* _Task goal_
All lines with the word "roads" are to be found and copied from the listing.
── Material for this task
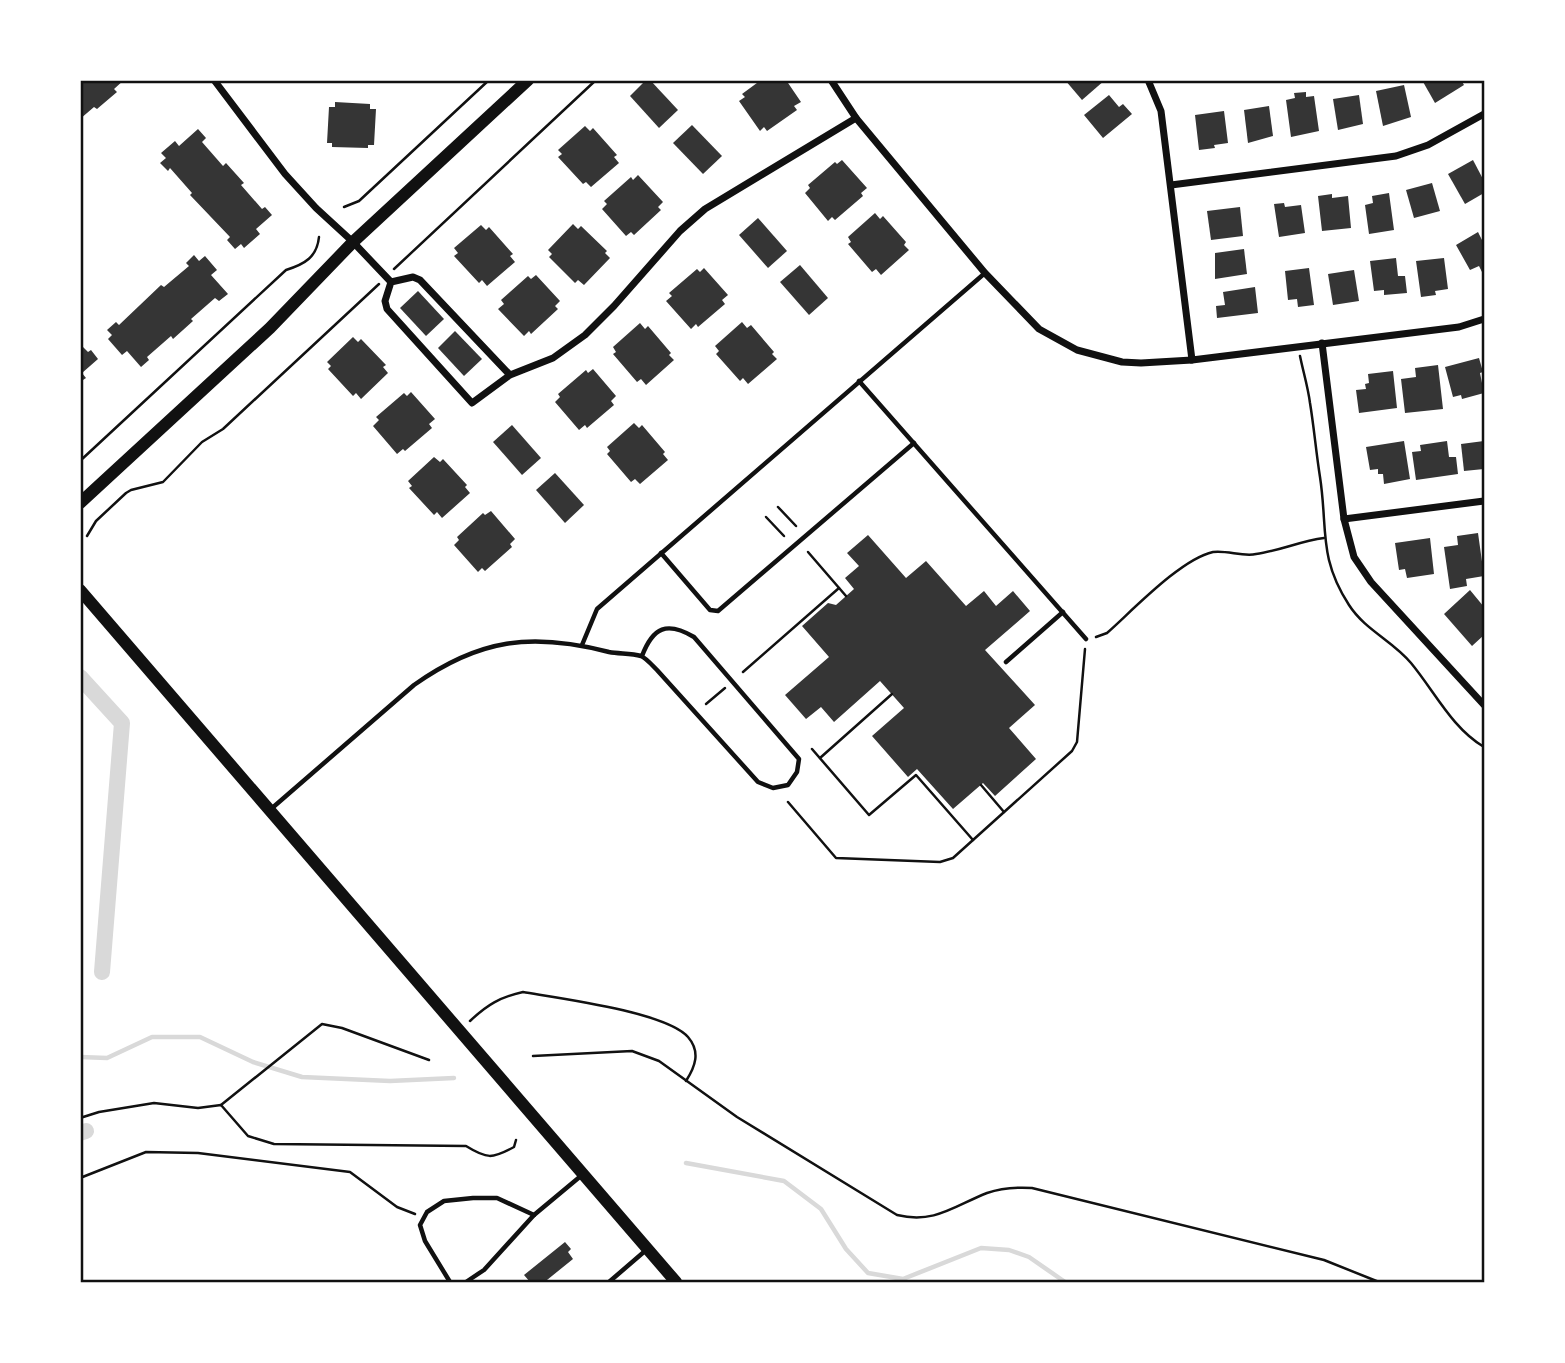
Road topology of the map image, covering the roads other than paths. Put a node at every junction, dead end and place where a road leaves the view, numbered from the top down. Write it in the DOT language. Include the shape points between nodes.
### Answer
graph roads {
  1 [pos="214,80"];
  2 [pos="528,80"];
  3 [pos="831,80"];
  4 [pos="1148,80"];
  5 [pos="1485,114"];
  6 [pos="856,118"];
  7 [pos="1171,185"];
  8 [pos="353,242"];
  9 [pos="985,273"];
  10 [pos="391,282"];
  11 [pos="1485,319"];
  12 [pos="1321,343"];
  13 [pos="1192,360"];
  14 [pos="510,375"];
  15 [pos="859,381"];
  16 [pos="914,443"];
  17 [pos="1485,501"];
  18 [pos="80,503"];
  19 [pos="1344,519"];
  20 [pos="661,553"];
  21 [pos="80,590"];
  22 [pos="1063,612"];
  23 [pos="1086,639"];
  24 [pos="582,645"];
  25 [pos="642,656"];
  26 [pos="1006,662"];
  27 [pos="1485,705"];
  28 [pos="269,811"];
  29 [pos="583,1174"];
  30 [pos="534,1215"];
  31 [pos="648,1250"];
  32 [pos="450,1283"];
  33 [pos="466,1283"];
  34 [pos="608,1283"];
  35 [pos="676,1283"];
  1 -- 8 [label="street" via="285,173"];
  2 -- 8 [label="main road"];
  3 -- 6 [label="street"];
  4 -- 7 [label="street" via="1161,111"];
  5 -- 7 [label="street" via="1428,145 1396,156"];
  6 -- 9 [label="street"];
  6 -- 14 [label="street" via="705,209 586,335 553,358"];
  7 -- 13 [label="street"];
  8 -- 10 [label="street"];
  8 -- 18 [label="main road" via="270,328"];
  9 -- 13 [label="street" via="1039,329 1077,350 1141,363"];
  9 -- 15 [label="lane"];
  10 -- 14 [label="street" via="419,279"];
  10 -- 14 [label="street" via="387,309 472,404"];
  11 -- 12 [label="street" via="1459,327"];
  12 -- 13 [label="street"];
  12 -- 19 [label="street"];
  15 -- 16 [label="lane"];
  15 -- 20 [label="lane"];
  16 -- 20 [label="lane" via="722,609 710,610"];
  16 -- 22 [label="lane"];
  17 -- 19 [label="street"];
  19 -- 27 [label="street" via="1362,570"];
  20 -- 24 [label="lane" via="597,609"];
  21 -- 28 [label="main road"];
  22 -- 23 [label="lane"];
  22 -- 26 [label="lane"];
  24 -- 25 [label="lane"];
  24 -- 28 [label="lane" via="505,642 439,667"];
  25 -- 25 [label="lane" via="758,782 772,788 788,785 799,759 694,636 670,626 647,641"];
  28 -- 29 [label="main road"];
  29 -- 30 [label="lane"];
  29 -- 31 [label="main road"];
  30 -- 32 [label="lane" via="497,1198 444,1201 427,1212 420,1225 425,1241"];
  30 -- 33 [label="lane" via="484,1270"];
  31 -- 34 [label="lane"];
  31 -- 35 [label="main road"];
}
────
* _Output for this exercise_
Road topology of the map image, covering the roads other than paths. Put a node at every junction, dead end and place where a road leaves the view, numbered from the top down. Write it in the DOT language. Include the shape points between nodes.
graph roads {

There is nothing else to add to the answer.